<h1>Table of Contents<span class="tocSkip"></span></h1>
<div class="toc"><ul class="toc-item"></ul></div>

In [1]:
import math
import pandas as pd
import json

In [2]:
def get_children_in_depth(df, depth, key, children_in_depth_dict):
    if not children_in_depth_dict[key][depth]:
        return depth - 1

    children_from_current_depth_list = []
    for children in children_in_depth_dict[key][depth]:
        children_from_current_depth_list += list(df[df['Parent_Name'] == children]['Name'].values)

    children_in_depth_dict[key][depth + 1] = children_from_current_depth_list
    return get_children_in_depth(df, depth + 1, key, children_in_depth_dict)


def get_feature_difference_count(df, base_action_name, action_lists, rel_tol=0.001,
                                 state_col='Game_Features', exclude_features=None):

    base_game_feature = df[df['Name'] == base_action_name][state_col].values[0]
    base_game_feature = pd.json_normalize(json.loads(base_game_feature))

    game_feature_summary = {}
    for col_name in base_game_feature.columns:
        game_feature_summary[col_name] = {"higher": 0, "same": 0, "lower": 0}

    for action in action_lists:
        compare_game_feature = df[df['Name'] == action]['Game_Features'].values[0]
        compare_game_feature = pd.json_normalize(json.loads(compare_game_feature))
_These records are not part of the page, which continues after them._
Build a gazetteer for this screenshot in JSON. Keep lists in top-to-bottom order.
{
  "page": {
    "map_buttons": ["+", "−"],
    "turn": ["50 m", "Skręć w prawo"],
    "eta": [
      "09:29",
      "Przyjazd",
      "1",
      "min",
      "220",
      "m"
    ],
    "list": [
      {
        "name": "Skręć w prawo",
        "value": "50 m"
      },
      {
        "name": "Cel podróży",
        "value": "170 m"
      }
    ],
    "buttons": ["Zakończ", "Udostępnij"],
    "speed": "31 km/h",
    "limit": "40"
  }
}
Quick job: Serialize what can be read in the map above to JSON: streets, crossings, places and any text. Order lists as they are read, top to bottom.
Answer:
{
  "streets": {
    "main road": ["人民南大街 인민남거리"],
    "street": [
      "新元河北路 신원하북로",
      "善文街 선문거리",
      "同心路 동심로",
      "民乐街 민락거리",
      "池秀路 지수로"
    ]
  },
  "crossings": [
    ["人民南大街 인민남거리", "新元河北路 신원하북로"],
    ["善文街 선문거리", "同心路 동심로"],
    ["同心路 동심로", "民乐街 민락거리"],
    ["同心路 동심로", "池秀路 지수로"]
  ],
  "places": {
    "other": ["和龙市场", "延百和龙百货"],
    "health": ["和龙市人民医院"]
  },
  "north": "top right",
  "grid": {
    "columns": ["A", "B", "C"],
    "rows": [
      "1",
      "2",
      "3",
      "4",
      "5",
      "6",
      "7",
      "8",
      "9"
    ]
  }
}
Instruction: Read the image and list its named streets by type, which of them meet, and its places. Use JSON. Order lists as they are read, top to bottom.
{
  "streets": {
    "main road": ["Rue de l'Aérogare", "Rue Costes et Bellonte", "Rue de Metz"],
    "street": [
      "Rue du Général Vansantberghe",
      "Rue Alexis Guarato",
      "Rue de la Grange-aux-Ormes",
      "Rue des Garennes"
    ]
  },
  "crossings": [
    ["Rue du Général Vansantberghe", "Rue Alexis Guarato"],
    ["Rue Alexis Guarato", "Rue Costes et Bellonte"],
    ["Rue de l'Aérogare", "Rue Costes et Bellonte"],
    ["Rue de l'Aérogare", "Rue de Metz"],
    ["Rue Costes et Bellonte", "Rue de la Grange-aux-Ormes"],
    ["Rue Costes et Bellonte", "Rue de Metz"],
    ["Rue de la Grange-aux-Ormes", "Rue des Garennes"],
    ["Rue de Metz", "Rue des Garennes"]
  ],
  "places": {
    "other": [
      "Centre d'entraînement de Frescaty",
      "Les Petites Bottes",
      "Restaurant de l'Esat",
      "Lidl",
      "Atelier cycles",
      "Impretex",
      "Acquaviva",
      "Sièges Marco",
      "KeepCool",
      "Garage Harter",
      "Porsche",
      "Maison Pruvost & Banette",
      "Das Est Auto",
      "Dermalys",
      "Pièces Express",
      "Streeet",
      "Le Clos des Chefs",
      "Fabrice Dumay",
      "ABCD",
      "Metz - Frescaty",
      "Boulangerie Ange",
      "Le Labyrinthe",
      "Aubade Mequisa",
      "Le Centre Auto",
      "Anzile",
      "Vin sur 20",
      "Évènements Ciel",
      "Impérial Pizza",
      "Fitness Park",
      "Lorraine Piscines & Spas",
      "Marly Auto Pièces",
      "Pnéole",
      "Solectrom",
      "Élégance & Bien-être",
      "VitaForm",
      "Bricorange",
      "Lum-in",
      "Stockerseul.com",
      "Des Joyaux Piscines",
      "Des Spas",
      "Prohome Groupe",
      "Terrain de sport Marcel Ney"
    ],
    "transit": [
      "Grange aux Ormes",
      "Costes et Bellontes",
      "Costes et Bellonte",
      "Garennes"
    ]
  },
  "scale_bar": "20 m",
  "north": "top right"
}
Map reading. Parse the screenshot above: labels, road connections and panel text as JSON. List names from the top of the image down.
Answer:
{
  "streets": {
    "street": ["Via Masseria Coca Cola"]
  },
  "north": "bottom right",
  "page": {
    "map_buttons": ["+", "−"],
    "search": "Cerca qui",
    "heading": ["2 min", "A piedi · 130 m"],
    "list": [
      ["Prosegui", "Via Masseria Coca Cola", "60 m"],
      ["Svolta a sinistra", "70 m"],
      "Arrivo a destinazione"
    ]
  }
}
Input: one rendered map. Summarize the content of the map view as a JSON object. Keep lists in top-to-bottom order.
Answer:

        for col_name in base_game_feature.columns:
            base_value = base_game_feature[col_name].values[0]
            compare_value = compare_game_feature[col_name].values[0]
            if math.isclose(base_value, compare_value, rel_tol=rel_tol):
                game_feature_summary[col_name]['same'] += 1
            elif compare_value > base_value:
                game_feature_summary[col_name]['higher'] += 1
            else:
                game_feature_summary[col_name]['lower'] += 1

    return game_feature_summary


def game_feature_difference_explanation(df):
    root_name = df[df['Parent_Name'] == 'None']['Name'][0]
    root_children = df[df['Parent_Name'] == root_name]['Name'].values

    children_in_depth_dict = {name: {0: [name]} for name in root_children}
    immediate_difference = {}
    game_feature_difference_in_depth_dict = {name: {} for name in root_children}

    for child in root_children:
        children_depth = get_children_in_depth(df, 0, child, children_in_depth_dict)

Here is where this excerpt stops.